_Listed records_.
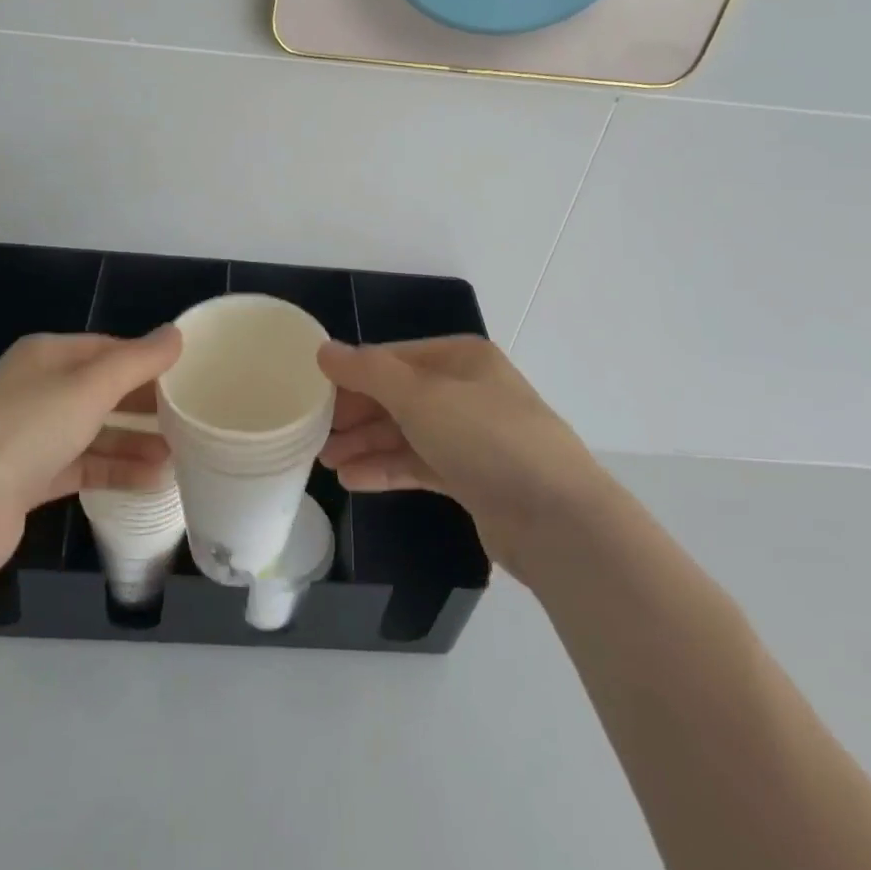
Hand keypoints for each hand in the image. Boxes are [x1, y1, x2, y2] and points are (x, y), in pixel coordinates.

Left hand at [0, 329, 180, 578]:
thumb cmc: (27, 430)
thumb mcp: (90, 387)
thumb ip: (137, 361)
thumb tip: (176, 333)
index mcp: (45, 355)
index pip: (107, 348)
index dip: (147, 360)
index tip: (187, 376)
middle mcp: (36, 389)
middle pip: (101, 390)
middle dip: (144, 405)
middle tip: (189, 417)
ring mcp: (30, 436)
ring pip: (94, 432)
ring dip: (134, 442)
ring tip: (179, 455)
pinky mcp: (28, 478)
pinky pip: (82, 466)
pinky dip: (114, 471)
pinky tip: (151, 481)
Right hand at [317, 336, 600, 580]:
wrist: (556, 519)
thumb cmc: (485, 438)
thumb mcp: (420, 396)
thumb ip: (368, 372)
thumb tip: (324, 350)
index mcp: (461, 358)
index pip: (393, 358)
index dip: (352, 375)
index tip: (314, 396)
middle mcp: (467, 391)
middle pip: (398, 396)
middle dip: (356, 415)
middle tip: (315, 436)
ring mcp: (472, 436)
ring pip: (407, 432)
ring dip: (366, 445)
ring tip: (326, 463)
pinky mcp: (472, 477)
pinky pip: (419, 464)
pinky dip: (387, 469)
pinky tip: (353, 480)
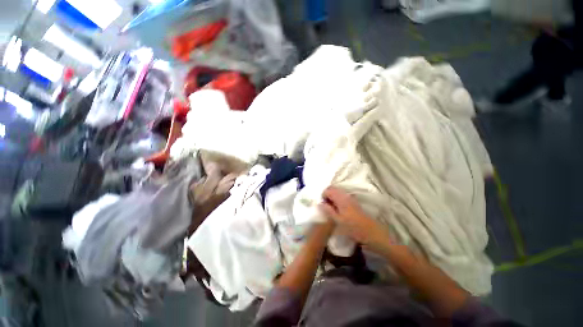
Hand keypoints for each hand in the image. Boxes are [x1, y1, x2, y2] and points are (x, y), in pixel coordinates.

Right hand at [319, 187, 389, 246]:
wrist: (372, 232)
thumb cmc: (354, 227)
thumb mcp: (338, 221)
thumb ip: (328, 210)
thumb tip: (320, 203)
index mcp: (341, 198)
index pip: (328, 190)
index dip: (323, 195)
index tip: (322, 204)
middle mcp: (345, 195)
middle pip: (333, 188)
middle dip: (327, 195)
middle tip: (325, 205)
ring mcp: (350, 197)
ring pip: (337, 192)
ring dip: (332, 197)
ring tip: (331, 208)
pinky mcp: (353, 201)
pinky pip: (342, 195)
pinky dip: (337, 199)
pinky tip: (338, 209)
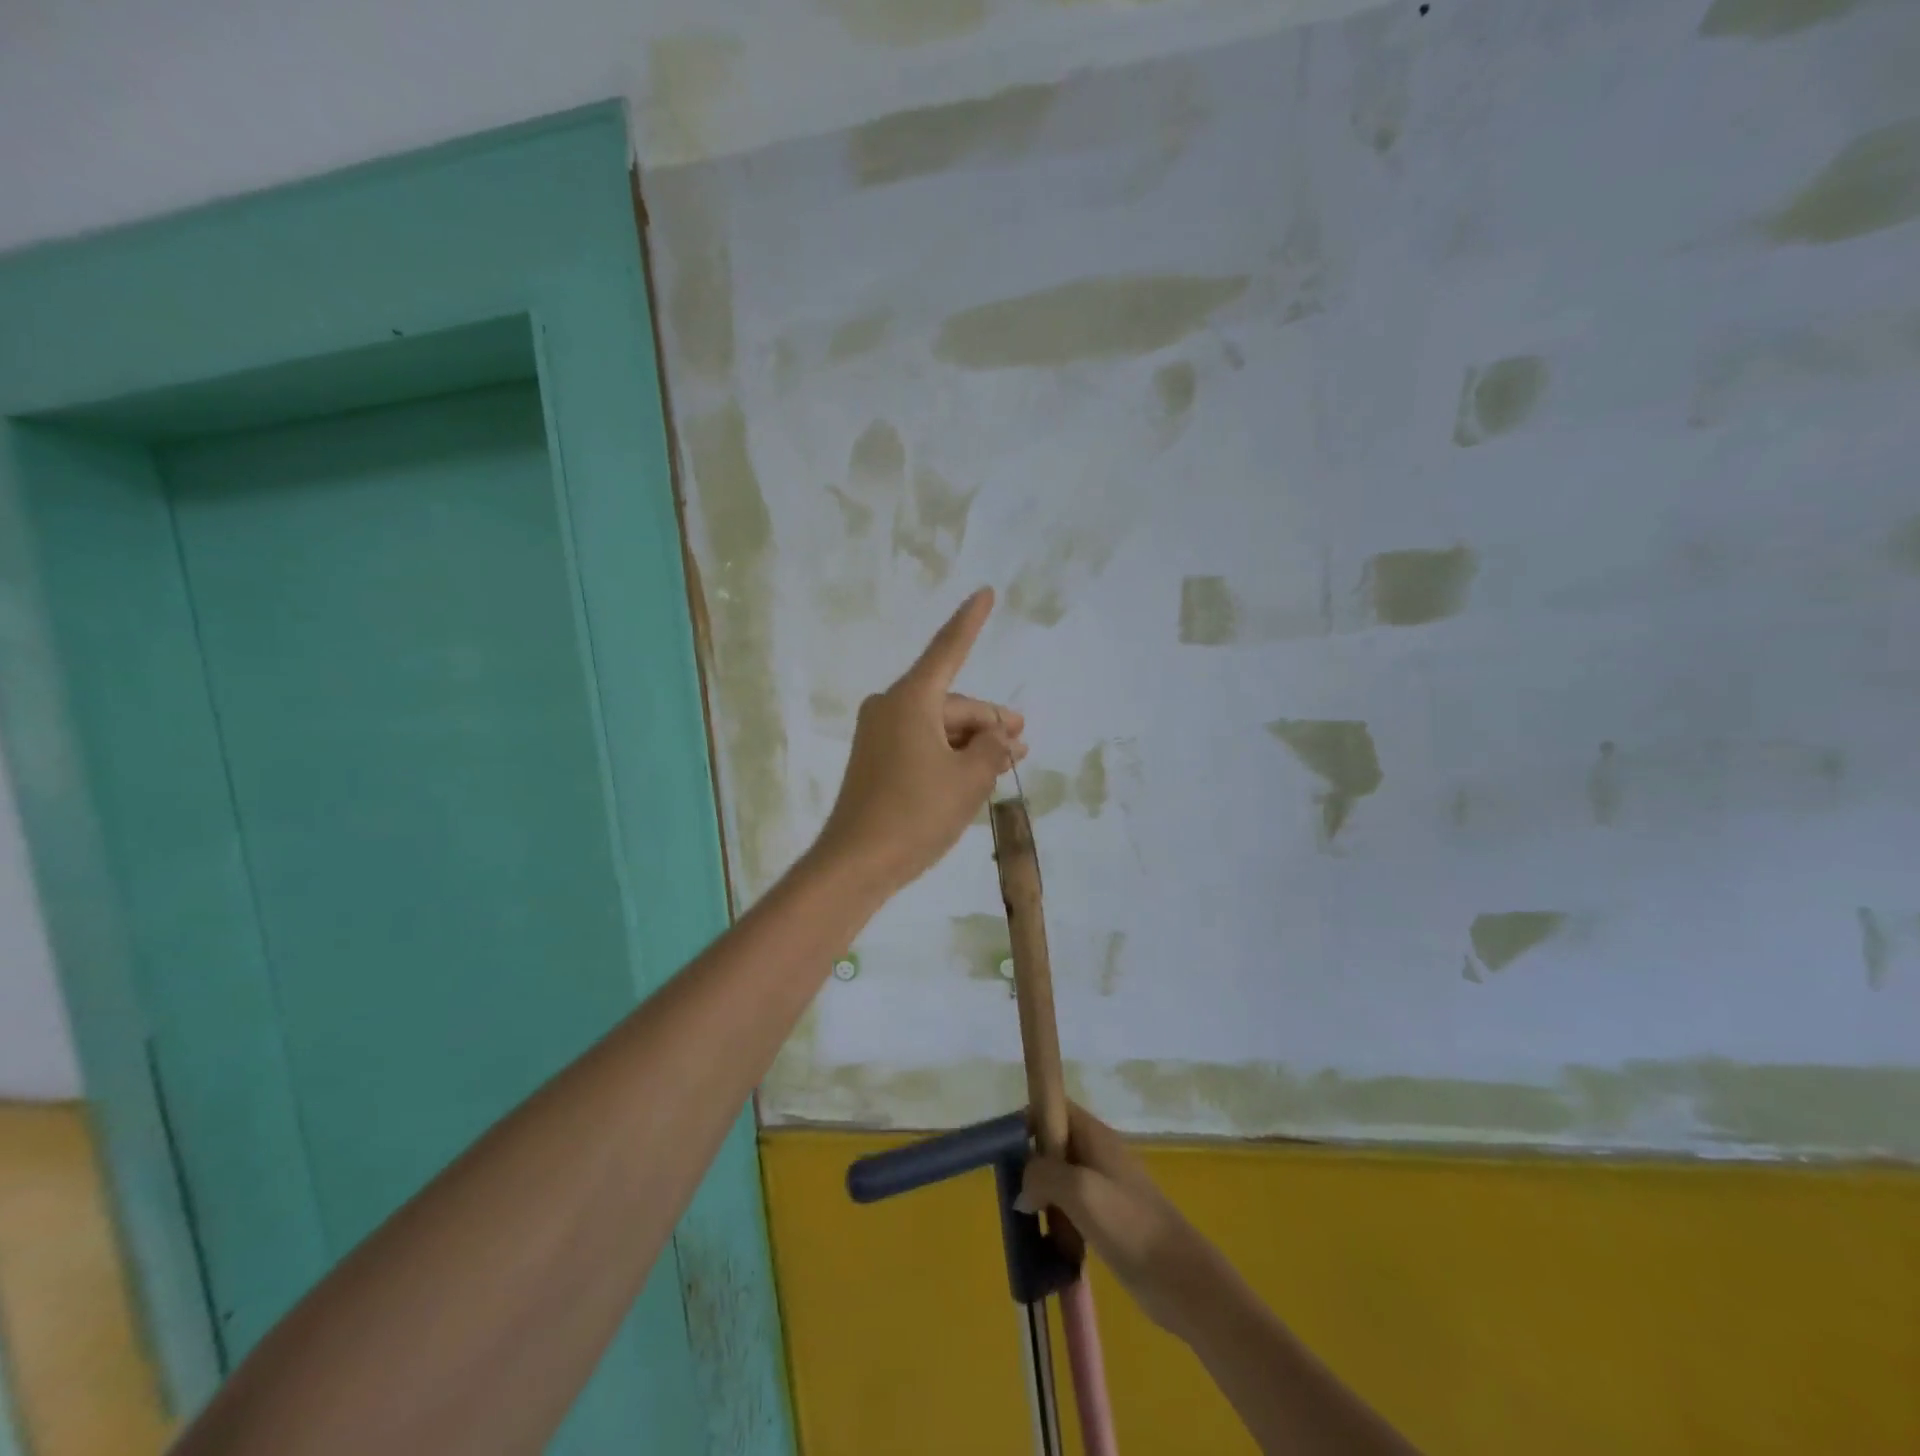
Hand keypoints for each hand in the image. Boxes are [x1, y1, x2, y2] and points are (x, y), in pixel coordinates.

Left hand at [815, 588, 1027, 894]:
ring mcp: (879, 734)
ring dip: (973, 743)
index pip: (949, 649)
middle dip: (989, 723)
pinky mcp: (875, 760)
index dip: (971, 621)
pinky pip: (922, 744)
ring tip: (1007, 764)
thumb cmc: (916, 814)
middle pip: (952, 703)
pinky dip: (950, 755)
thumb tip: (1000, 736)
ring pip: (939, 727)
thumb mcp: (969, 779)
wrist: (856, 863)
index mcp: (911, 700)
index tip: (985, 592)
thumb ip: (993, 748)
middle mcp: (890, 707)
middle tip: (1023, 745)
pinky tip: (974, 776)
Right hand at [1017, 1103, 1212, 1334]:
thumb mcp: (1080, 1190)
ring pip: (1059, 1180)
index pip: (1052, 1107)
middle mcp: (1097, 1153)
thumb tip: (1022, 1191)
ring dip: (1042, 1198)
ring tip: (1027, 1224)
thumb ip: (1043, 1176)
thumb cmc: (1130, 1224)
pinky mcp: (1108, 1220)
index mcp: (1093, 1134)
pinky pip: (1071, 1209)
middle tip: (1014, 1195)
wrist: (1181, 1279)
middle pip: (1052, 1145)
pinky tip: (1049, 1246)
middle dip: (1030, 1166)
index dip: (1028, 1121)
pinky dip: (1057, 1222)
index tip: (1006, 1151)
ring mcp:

_Work instruction_.
Every entry should be returned exactly as written, minus the pictures.

_Output for this exercise_.
Hand keypoints for each hand in the image. Boxes are [x1, y1, x2, y2] and points are (x, y), in pixel coordinates.

Left hand at [0, 329, 180, 578]:
thumb cmc: (27, 430)
thumb mcp: (90, 387)
thumb ip: (137, 361)
thumb tip: (176, 333)
index mcp: (45, 355)
index pip: (107, 348)
index dip: (147, 360)
index tip: (187, 376)
middle mcp: (36, 389)
middle pip: (101, 390)
middle dip: (144, 405)
middle tip: (189, 417)
ring mcp: (30, 436)
ring pip: (94, 432)
ring dip: (134, 442)
ring tip: (179, 455)
pinky mcp: (28, 478)
pinky pip: (82, 466)
pinky dip: (114, 471)
pinky tip: (151, 481)
Right hand at [317, 336, 600, 580]:
wrist: (556, 519)
thumb cmc: (485, 438)
thumb mcp: (420, 396)
thumb ip: (368, 372)
thumb tip: (324, 350)
index mcp: (461, 358)
index pip: (393, 358)
index dip: (352, 375)
index tip: (314, 396)
middle mcp: (467, 391)
middle pip: (398, 396)
middle dip: (356, 415)
middle tip: (315, 436)
ring mcp: (472, 436)
ring pip: (407, 432)
ring dip: (366, 445)
ring tip: (326, 463)
pinky mcp: (472, 477)
pinky pip: (419, 464)
pinky dip: (387, 469)
pinky tip: (353, 480)
Hand keypoints for each hand in the image. Boxes are [x1, y1, x2, y2] and points are (x, y), in pixel coordinates.

Right hand at [319, 187, 389, 246]:
wrist: (372, 232)
thumb cmc: (354, 227)
thumb mcp: (338, 221)
thumb ip: (328, 210)
thumb tip: (320, 203)
index mcp: (341, 198)
index pip: (328, 190)
index dip: (323, 195)
index tip: (322, 204)
middle mcp: (345, 195)
middle pip: (333, 188)
middle dip: (327, 195)
middle tip: (325, 205)
ring mcp: (350, 197)
ring pip: (337, 192)
ring dip: (332, 197)
ring tip: (331, 208)
pinky mcp: (353, 201)
pinky pip: (342, 195)
pinky dip: (337, 199)
pinky tip: (338, 209)
Hand keypoints for each hand in the image. Boxes are [x1, y1, x2, y2] and points are (x, y), in pixel coordinates.

Left hand at [815, 588, 1027, 894]:
ring mcp: (879, 734)
ring dip: (973, 743)
index pip: (949, 649)
middle dip: (989, 723)
pinky mcp: (875, 760)
index dip: (971, 621)
pinky pip: (922, 744)
ring tip: (1007, 764)
thumb cmc: (916, 814)
middle pip: (952, 703)
pinky dip: (950, 755)
thumb tip: (1000, 736)
ring pip: (939, 727)
thumb mcp: (969, 779)
wrist: (856, 863)
index mcp: (911, 700)
index tip: (985, 592)
thumb ip: (993, 748)
middle mcp: (890, 707)
middle tip: (1023, 745)
pinky tip: (974, 776)
Right hand at [1017, 1103, 1212, 1334]:
thumb mcp: (1080, 1190)
ring pip: (1059, 1180)
index pip: (1052, 1107)
middle mcp: (1097, 1153)
thumb tip: (1022, 1191)
ring dip: (1042, 1198)
ring tip: (1027, 1224)
thumb ip: (1043, 1176)
thumb cmc: (1130, 1224)
pinky mcp: (1108, 1220)
index mcp: (1093, 1134)
pinky pip: (1071, 1209)
middle tip: (1014, 1195)
wrist: (1181, 1279)
middle pip: (1052, 1145)
pinky tip: (1049, 1246)
middle dip: (1030, 1166)
index dip: (1028, 1121)
pinky dip: (1057, 1222)
index tip: (1006, 1151)
ring mcp:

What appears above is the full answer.